Job Title: Registered IRAP Assessor
This is a contract role for an experienced Lead Cyber Security Advisor to oversee and manage security requirements and documentation updates in preparation for an upcoming IRAP assessment.
Key Responsibilities:
* Deliver expert cyber security advice and guidance to the Sourcing Platforms team.
* Interpret the platform's current security controls against updated ISM and SSPA controls and identify new controls required for compliance.
* Update and maintain key security documentation, including SRMP, SSP, SSPA, Change Management Plan, Disaster Recovery and Business Continuity Plan.
* Support platform security enhancements and recommend measures to mitigate risks.
Requirements:
* Certified ASD IRAP Assessor with at least five years' technical ICT experience, including two years focused on information security for systems governed by the ISM.
* Proficiency in implementing Essential 8 strategies.
* Demonstrated ability to identify, analyse, and resolve infrastructure vulnerabilities and application security issues.
Selection Criteria:
1. Specialist Advice: Provides expert advice in their specialist area and maintains recognised expert level knowledge.
2. Secure Operations Management: Develops or operates security management procedures and processes without close supervision.

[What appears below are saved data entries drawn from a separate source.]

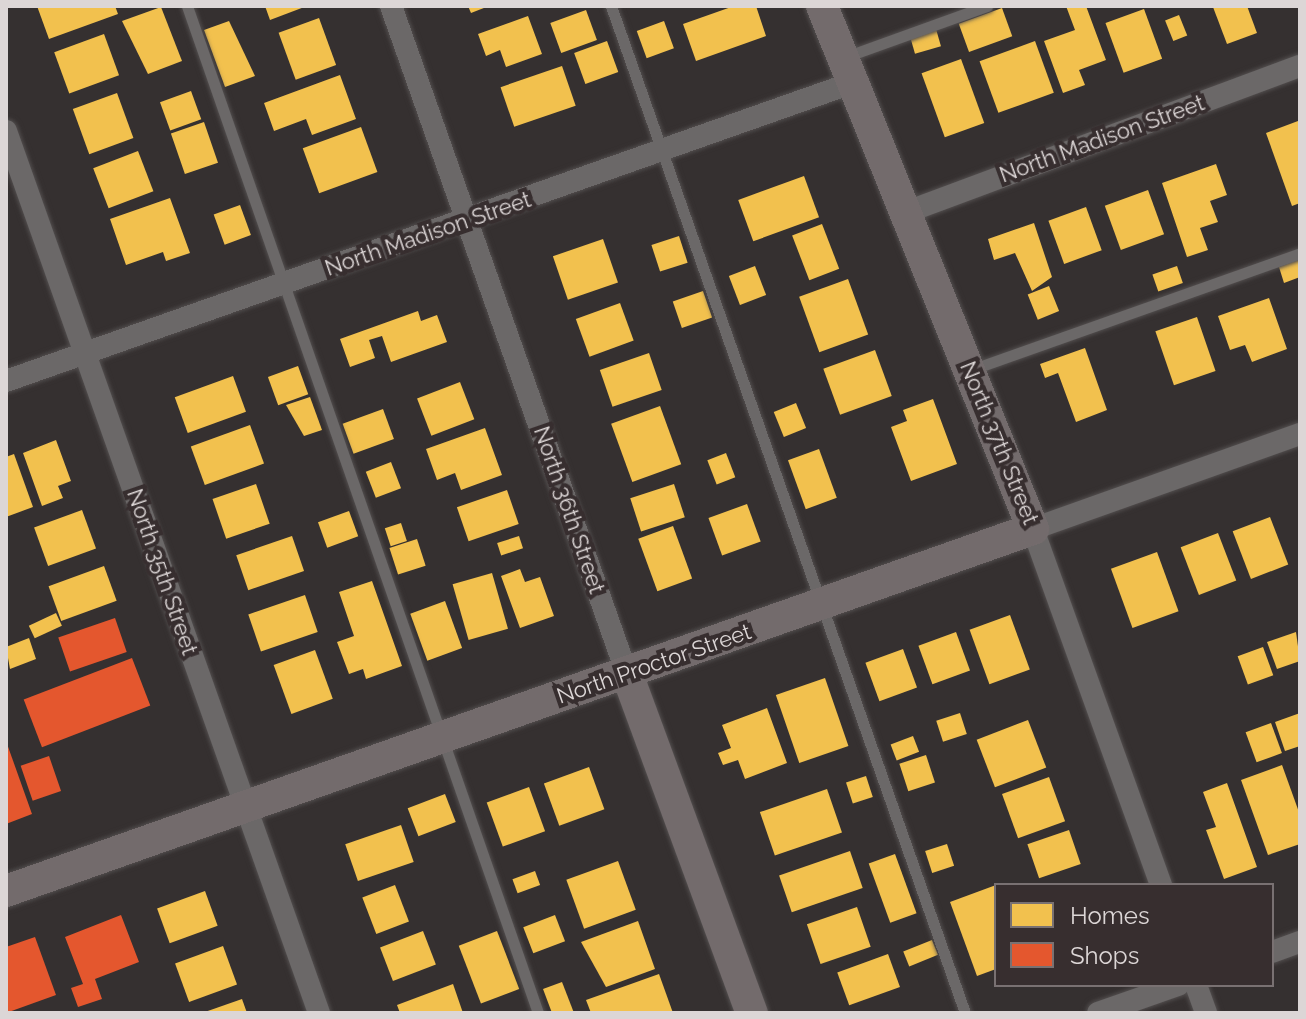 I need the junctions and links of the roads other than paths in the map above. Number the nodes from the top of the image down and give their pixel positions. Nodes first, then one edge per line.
1 (187, 6) edge
2 (391, 6) edge
3 (611, 6) edge
4 (822, 6) edge
5 (987, 6) edge
6 (1300, 66) edge
7 (845, 71) junction
8 (6, 131) edge
9 (662, 153) junction
10 (904, 213) junction
11 (467, 221) junction
12 (1300, 253) edge
13 (284, 284) junction
14 (85, 353) junction
15 (970, 370) junction
16 (6, 381) edge
17 (1300, 434) edge
18 (1033, 529) junction
19 (822, 605) junction
20 (627, 674) junction
21 (441, 738) junction
22 (244, 806) junction
23 (1160, 883) edge
24 (6, 891) edge
25 (1300, 942) edge
26 (1274, 951) edge
27 (1172, 987) edge
28 (1197, 987) edge
29 (319, 1013) edge
30 (538, 1013) edge
31 (752, 1013) edge
32 (965, 1013) edge
33 (1098, 1013) edge
34 (1206, 1013) edge

1 - 13 lane
2 - 11 street, North 36th Street
3 - 9 lane
4 - 7 street, North 37th Street
5 - 7 lane
6 - 10 street, North Madison Street
7 - 9 street, North Madison Street
7 - 10 street, North 37th Street
8 - 14 street, North 35th Street
9 - 11 street, North Madison Street
9 - 19 lane
10 - 15 street, North 37th Street
11 - 13 street, North Madison Street
11 - 20 street, North 36th Street
12 - 15 lane
13 - 14 street, North Madison Street
13 - 21 lane
14 - 16 street, North Madison Street
14 - 22 street, North 35th Street
15 - 18 street, North 37th Street
17 - 18 street, North Proctor Street
18 - 19 street, North Proctor Street
18 - 23 street, North 37th Street
19 - 20 street, North Proctor Street
19 - 32 lane
20 - 21 street, North Proctor Street
20 - 31 street, North 36th Street
21 - 22 street, North Proctor Street
21 - 30 lane
22 - 24 street, North Proctor Street
22 - 29 street, North 35th Street
25 - 26 street
27 - 33 street
28 - 34 street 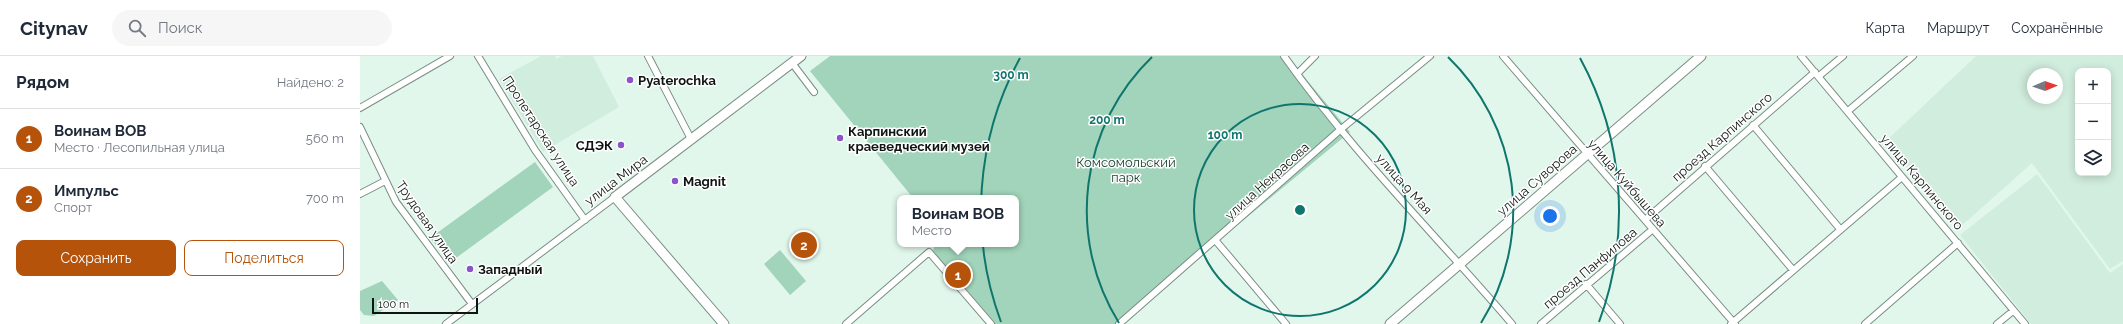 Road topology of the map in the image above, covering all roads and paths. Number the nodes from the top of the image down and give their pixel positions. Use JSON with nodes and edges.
{"nodes":[{"id":1,"x":450,"y":56,"type":"edge"},
{"id":2,"x":478,"y":56,"type":"edge"},
{"id":3,"x":648,"y":56,"type":"edge"},
{"id":4,"x":801,"y":56,"type":"edge"},
{"id":5,"x":1284,"y":56,"type":"edge"},
{"id":6,"x":1315,"y":56,"type":"edge"},
{"id":7,"x":1430,"y":56,"type":"edge"},
{"id":8,"x":1503,"y":56,"type":"edge"},
{"id":9,"x":1701,"y":56,"type":"edge"},
{"id":10,"x":1801,"y":56,"type":"edge"},
{"id":11,"x":1843,"y":56,"type":"edge"},
{"id":12,"x":1913,"y":56,"type":"edge"},
{"id":13,"x":792,"y":63,"type":"junction"},
{"id":14,"x":1296,"y":74,"type":"junction"},
{"id":15,"x":1817,"y":74,"type":"junction"},
{"id":16,"x":814,"y":92,"type":"dead end"},
{"id":17,"x":360,"y":108,"type":"edge"},
{"id":18,"x":1848,"y":111,"type":"junction"},
{"id":19,"x":1753,"y":125,"type":"junction"},
{"id":20,"x":360,"y":127,"type":"edge"},
{"id":21,"x":1340,"y":130,"type":"junction"},
{"id":22,"x":691,"y":139,"type":"junction"},
{"id":23,"x":1588,"y":154,"type":"junction"},
{"id":24,"x":1705,"y":166,"type":"junction"},
{"id":25,"x":1902,"y":177,"type":"junction"},
{"id":26,"x":385,"y":181,"type":"junction"},
{"id":27,"x":360,"y":194,"type":"edge"},
{"id":28,"x":615,"y":197,"type":"junction"},
{"id":29,"x":585,"y":220,"type":"junction"},
{"id":30,"x":1645,"y":220,"type":"junction"},
{"id":31,"x":1653,"y":229,"type":"junction"},
{"id":32,"x":1840,"y":229,"type":"junction"},
{"id":33,"x":1216,"y":241,"type":"junction"},
{"id":34,"x":1958,"y":243,"type":"junction"},
{"id":35,"x":1461,"y":264,"type":"junction"},
{"id":36,"x":1794,"y":270,"type":"junction"},
{"id":37,"x":1586,"y":284,"type":"junction"},
{"id":38,"x":472,"y":304,"type":"junction"},
{"id":39,"x":2013,"y":311,"type":"junction"},
{"id":40,"x":1733,"y":323,"type":"edge"},
{"id":41,"x":446,"y":324,"type":"edge"},
{"id":42,"x":724,"y":324,"type":"edge"},
{"id":43,"x":846,"y":324,"type":"edge"},
{"id":44,"x":991,"y":324,"type":"edge"},
{"id":45,"x":1119,"y":324,"type":"edge"},
{"id":46,"x":1286,"y":324,"type":"edge"},
{"id":47,"x":1390,"y":324,"type":"edge"},
{"id":48,"x":1512,"y":324,"type":"edge"},
{"id":49,"x":1541,"y":324,"type":"edge"},
{"id":50,"x":1620,"y":324,"type":"edge"},
{"id":51,"x":1865,"y":324,"type":"edge"},
{"id":52,"x":1997,"y":324,"type":"edge"},
{"id":53,"x":2025,"y":324,"type":"edge"}],
"edges":[{"from":1,"to":17,"type":"street"},
{"from":2,"to":29,"type":"street","name":"Пролетарская улица"},
{"from":3,"to":22,"type":"street"},
{"from":4,"to":13,"type":"street","name":"улица Мира"},
{"from":5,"to":14,"type":"street","name":"улица 9 Мая"},
{"from":6,"to":14,"type":"street"},
{"from":7,"to":21,"type":"street","name":"улица Некрасова"},
{"from":8,"to":23,"type":"street","name":"улица Куйбышева"},
{"from":9,"to":23,"type":"street","name":"улица Суворова"},
{"from":10,"to":15,"type":"street","name":"улица Карпинского"},
{"from":11,"to":15,"type":"street","name":"проезд Карпинского"},
{"from":12,"to":18,"type":"street"},
{"from":13,"to":16,"type":"street"},
{"from":13,"to":22,"type":"street","name":"улица Мира"},
{"from":14,"to":21,"type":"street","name":"улица 9 Мая"},
{"from":15,"to":18,"type":"street","name":"улица Карпинского"},
{"from":15,"to":19,"type":"street","name":"проезд Карпинского"},
{"from":18,"to":25,"type":"street","name":"улица Карпинского"},
{"from":19,"to":24,"type":"street","name":"проезд Карпинского"},
{"from":19,"to":32,"type":"street"},
{"from":20,"to":26,"type":"street","name":"Трудовая улица"},
{"from":21,"to":33,"type":"street","name":"улица Некрасова"},
{"from":21,"to":35,"type":"street","name":"улица 9 Мая"},
{"from":22,"to":28,"type":"street","name":"улица Мира"},
{"from":23,"to":30,"type":"street","name":"улица Куйбышева"},
{"from":23,"to":35,"type":"street","name":"улица Суворова"},
{"from":24,"to":30,"type":"street","name":"проезд Карпинского"},
{"from":24,"to":36,"type":"street"},
{"from":25,"to":32,"type":"street"},
{"from":25,"to":34,"type":"street","name":"улица Карпинского"},
{"from":26,"to":27,"type":"street"},
{"from":26,"to":38,"type":"street","name":"Трудовая улица"},
{"from":28,"to":29,"type":"street","name":"улица Мира"},
{"from":28,"to":42,"type":"street"},
{"from":29,"to":38,"type":"street","name":"улица Мира"},
{"from":30,"to":31,"type":"street","name":"улица Куйбышева"},
{"from":31,"to":37,"type":"street","name":"проезд Панфилова"},
{"from":31,"to":40,"type":"street","name":"улица Куйбышева"},
{"from":32,"to":36,"type":"street"},
{"from":33,"to":45,"type":"street","name":"улица Некрасова"},
{"from":33,"to":46,"type":"street"},
{"from":34,"to":39,"type":"street","name":"улица Карпинского"},
{"from":34,"to":51,"type":"street"},
{"from":35,"to":47,"type":"street","name":"улица Суворова"},
{"from":35,"to":48,"type":"street","name":"улица 9 Мая"},
{"from":36,"to":40,"type":"street"},
{"from":37,"to":49,"type":"street","name":"проезд Панфилова"},
{"from":37,"to":50,"type":"street"},
{"from":38,"to":41,"type":"street","name":"улица Мира"},
{"from":39,"to":52,"type":"street"},
{"from":39,"to":53,"type":"street","name":"улица Карпинского"},
{"from":43,"to":44,"type":"street"}]}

3. Policies and Standards: Incorporates recent advances in Information Security into existing policies and standards.
This role is essential for ensuring compliance with the Australian Government Information Security Manual (ISM) and supporting secure service delivery across the BuyICT platform.
Important Note:
The buyer has specified that each candidate must provide a response to each criterion, limited to 3000 characters.